Decoding Germinal Center B Cell Dynamics: Acetyl-CoA driven Metabolic and Epigenetic Regulation of CD40-Dependent Responses

B lymphocytes are central mediators of humoral immunity, directing antibody production and immune memory thanks to tightly regulated differentiation programs. Cell maturation occurs through extensive metabolic and epigenetic reprogramming primarily at germinal centers (GCs), transient histological sites where B cell fate is determined. Here, I examined the role of acetyl-CoA, a key metabolite and substrate for histone acetylation, in regulating GC B cell fate downstream of CD40 signalling.

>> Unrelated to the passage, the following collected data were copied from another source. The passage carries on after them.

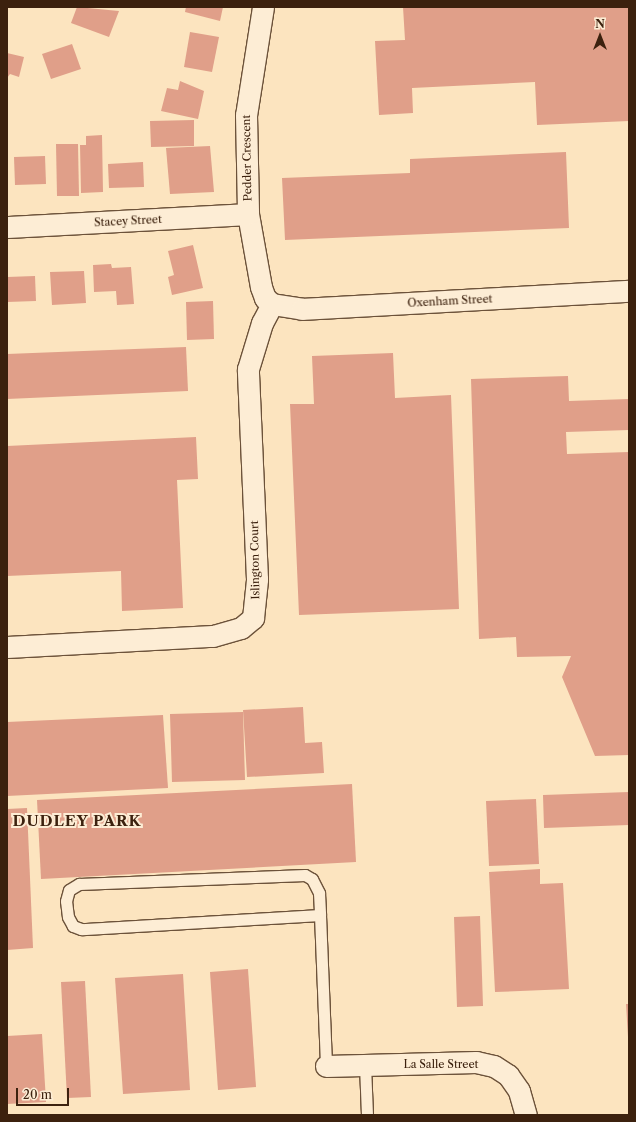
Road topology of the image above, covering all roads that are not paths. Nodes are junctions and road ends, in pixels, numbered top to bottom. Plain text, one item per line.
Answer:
1 (263, 7) edge
2 (248, 214) junction
3 (7, 227) edge
4 (629, 291) edge
5 (272, 304) junction
6 (7, 647) edge
7 (320, 915) junction
8 (364, 1065) junction
9 (326, 1066) joint
10 (367, 1115) edge
11 (526, 1115) edge

1 - 2 street, Pedder Crescent
2 - 3 street, Stacey Street
2 - 5 street, Pedder Crescent
4 - 5 street, Oxenham Street
5 - 6 street, Islington Court
7 - 7 lane
7 - 9 lane
8 - 9 street, La Salle Street
8 - 10 lane
8 - 11 street, La Salle Street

In murine and human systems, CD40 stimulation enhanced phosphorylation of ATP-citrate lyase (ACLY), increasing acetyl-CoA levels and histone acetylation. I then performed isotope tracing to reveal the anabolic sources responsible for acetyl-CoA elevation: I found that lactate significantly contributes to the acetyl-CoA pool, fuelling histone acetylation. Genome-wide profiling (CUT&tag) showed that lactate-driven H3K27 acetylation activates Cbl signalling, which coordinates B cell proliferation and terminal differentiation within GCs. In line, lactate supplementation promoted S-phase entry of stimulated B cells, while pharmacological blockade of lactate uptake suppressed histone hyper-acetylation and cell proliferation. Diffuse large B cell lymphomas (DLBCLs) are the most common and aggressive form of non-Hodgkin lymphoma. Notably, only the GC–derived subtype of DLBCL exhibited elevated ACLY expression and heightened sensitivity to its targeting. These findings identify acetyl-CoA dependent histone acetylation as a metabolic-epigenetic axis directly controlled by CD40 signaling. As lactate within GCs is largely produced by glycolytic T cells, my data indicate a previously unrecognized metabolic intertwine between B and T lymphocytes. My work has ramifications for immunity, vaccination, and lymphomagenesis.